Stored data entries:
☆ ☆ ☆ ☆ ☆ ☆ ☆

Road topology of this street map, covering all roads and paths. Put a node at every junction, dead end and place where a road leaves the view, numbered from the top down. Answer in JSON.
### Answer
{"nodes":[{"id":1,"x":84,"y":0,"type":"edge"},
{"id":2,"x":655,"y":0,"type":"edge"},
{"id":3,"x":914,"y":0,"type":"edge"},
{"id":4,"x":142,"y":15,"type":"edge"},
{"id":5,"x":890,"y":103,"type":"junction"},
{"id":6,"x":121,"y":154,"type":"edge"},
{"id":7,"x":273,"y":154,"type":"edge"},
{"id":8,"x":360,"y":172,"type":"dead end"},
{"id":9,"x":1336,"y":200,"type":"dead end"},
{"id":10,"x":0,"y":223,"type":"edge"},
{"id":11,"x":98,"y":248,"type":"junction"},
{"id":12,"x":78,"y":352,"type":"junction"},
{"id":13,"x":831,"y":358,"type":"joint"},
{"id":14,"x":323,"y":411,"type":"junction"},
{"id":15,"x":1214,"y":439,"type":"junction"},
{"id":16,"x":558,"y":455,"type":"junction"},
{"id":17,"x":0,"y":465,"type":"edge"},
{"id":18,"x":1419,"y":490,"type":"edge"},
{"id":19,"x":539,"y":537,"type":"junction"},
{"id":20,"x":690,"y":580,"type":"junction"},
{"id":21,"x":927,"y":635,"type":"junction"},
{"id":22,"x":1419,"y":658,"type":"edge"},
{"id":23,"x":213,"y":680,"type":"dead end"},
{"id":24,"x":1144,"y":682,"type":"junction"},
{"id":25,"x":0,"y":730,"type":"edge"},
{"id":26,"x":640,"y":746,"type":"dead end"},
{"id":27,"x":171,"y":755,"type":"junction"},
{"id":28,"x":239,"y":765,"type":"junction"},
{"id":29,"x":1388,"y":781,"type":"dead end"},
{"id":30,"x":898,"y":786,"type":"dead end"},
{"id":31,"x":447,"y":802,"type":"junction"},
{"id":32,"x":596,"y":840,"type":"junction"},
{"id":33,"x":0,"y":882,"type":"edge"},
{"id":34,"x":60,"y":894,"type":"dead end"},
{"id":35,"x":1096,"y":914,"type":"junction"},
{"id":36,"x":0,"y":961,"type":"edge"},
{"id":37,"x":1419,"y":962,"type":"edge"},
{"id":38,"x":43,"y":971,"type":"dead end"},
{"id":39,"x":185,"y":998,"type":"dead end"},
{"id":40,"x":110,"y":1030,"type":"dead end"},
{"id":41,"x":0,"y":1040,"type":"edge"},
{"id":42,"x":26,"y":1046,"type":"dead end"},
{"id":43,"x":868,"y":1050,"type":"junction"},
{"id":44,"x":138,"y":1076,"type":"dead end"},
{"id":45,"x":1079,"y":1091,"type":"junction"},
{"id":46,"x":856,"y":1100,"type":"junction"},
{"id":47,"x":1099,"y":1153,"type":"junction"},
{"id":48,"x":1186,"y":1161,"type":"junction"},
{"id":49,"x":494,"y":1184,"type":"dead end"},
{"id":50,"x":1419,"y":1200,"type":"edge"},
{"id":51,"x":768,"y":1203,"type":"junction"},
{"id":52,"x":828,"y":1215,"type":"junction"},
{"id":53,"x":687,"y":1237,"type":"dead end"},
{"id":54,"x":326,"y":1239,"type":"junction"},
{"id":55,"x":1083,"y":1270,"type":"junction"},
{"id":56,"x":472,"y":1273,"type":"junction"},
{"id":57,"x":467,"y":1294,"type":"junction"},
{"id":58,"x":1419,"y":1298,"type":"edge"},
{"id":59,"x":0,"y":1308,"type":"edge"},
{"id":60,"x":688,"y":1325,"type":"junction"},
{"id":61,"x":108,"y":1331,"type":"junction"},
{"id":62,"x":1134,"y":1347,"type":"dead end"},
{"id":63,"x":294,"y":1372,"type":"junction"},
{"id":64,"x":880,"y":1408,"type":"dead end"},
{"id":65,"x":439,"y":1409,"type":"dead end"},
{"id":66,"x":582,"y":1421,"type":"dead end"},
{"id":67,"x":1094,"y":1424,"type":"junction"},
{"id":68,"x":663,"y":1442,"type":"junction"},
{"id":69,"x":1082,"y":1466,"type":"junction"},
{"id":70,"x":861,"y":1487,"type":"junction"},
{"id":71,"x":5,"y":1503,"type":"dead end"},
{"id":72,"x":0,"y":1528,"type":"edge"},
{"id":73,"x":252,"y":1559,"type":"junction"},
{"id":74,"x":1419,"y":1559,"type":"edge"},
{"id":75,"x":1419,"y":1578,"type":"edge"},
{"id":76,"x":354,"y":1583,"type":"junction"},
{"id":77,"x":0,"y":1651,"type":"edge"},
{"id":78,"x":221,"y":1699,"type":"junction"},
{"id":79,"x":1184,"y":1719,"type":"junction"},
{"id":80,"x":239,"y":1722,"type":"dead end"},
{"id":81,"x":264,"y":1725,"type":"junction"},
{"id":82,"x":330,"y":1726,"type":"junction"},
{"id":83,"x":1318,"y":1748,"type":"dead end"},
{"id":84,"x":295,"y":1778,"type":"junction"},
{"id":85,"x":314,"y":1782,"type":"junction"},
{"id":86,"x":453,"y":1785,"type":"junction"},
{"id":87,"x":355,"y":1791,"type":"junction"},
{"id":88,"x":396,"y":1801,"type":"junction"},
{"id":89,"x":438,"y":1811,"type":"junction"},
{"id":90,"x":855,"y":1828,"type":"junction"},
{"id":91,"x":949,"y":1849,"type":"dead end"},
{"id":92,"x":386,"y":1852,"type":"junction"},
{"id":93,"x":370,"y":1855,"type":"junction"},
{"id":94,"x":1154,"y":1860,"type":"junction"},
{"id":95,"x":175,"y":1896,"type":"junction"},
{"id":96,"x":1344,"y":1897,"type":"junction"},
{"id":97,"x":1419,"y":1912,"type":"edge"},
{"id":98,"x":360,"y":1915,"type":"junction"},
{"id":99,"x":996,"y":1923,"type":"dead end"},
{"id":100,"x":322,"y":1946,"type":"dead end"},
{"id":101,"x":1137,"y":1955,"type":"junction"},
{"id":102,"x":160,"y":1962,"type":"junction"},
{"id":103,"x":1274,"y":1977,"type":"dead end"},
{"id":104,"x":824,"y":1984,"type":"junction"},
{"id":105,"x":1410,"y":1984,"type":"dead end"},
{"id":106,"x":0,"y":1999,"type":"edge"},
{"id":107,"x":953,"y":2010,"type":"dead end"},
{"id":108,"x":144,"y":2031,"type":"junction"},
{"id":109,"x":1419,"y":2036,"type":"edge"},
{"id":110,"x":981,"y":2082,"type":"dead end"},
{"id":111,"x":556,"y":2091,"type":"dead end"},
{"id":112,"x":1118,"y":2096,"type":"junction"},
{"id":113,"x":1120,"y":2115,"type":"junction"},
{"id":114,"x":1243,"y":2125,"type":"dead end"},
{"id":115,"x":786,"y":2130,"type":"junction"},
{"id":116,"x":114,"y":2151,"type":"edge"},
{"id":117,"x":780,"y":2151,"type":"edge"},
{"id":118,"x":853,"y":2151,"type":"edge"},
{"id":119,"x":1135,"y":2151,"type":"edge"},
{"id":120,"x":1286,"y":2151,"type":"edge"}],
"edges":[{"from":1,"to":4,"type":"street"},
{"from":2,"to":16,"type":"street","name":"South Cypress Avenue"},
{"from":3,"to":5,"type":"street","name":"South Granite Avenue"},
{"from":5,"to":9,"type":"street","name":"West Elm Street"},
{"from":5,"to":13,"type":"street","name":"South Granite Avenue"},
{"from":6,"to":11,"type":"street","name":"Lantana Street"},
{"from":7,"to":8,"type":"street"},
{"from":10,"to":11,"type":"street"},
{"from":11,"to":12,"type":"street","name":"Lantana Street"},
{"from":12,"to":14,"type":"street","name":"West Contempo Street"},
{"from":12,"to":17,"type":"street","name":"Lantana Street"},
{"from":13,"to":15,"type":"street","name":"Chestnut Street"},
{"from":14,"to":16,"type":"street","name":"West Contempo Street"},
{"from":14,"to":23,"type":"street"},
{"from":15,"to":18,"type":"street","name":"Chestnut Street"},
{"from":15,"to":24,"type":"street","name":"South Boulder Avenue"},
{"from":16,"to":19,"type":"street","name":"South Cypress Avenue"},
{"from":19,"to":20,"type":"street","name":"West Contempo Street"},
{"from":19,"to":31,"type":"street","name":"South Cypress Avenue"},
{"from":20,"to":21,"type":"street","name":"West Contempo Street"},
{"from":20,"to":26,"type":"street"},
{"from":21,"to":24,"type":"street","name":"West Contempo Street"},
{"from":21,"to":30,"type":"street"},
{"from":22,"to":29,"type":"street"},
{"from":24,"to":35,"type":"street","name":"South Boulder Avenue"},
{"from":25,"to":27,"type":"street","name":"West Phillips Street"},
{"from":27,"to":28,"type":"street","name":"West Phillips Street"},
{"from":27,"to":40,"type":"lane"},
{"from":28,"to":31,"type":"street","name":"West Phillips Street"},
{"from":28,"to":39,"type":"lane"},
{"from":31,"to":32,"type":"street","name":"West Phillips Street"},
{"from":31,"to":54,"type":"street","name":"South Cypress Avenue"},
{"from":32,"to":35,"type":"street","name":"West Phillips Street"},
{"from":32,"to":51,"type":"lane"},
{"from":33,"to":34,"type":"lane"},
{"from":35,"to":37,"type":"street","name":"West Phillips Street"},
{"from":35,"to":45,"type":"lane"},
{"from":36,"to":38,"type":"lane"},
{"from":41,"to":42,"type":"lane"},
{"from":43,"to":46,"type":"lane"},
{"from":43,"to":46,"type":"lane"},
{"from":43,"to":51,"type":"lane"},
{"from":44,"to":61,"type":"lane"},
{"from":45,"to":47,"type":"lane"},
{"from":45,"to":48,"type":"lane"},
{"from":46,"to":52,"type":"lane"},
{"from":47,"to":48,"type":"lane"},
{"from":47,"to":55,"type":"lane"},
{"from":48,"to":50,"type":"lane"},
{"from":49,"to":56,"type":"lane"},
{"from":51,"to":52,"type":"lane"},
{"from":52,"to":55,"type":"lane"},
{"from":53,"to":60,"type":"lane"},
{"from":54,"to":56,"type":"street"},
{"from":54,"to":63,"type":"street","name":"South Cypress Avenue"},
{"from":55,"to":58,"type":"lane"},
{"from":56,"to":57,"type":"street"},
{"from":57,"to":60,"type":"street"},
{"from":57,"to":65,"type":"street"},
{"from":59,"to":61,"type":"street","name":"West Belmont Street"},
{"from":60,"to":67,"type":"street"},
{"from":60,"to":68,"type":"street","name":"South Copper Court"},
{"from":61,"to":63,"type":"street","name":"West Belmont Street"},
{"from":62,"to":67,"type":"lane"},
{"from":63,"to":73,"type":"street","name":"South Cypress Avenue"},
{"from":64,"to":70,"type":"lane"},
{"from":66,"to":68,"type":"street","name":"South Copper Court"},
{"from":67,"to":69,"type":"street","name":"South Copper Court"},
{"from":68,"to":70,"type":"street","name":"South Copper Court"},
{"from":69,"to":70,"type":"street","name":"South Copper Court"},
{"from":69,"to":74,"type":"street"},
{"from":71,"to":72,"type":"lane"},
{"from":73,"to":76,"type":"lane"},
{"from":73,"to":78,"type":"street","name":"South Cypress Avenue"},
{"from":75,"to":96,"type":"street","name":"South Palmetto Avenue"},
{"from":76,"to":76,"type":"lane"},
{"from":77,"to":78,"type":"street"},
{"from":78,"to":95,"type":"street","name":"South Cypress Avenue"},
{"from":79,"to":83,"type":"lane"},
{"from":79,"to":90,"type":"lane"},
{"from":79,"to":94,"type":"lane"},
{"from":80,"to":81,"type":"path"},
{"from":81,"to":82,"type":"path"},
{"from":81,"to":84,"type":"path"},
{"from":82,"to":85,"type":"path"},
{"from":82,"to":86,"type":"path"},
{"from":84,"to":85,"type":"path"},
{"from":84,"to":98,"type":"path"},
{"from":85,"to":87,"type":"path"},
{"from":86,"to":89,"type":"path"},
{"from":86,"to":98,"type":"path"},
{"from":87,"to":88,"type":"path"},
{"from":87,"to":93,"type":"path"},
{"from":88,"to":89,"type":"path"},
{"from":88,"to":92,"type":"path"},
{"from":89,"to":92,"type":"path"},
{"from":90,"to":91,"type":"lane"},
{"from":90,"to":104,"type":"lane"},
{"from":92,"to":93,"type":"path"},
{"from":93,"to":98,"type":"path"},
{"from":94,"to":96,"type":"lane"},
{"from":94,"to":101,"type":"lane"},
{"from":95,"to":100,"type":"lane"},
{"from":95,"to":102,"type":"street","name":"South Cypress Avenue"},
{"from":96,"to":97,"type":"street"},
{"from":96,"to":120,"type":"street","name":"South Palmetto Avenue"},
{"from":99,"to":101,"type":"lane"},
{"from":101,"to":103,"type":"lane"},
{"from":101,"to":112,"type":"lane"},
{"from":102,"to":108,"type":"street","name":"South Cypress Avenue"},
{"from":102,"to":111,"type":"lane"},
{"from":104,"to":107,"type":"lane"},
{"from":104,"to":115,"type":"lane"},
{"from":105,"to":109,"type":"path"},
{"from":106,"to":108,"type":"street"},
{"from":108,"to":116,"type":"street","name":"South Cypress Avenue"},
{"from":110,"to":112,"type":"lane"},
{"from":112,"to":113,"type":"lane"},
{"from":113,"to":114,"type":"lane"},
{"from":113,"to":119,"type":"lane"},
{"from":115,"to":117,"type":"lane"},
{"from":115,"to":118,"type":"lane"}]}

☆ ☆ ☆ ☆ ☆ ☆ ☆

* TASK REQUIREMENTS
Only lines with the word "Contempo" go in the answer. Take them all from the entries above.

* ANSWER SPACE
{"from":12,"to":14,"type":"street","name":"West Contempo Street"},
{"from":14,"to":16,"type":"street","name":"West Contempo Street"},
{"from":19,"to":20,"type":"street","name":"West Contempo Street"},
{"from":20,"to":21,"type":"street","name":"West Contempo Street"},
{"from":21,"to":24,"type":"street","name":"West Contempo Street"},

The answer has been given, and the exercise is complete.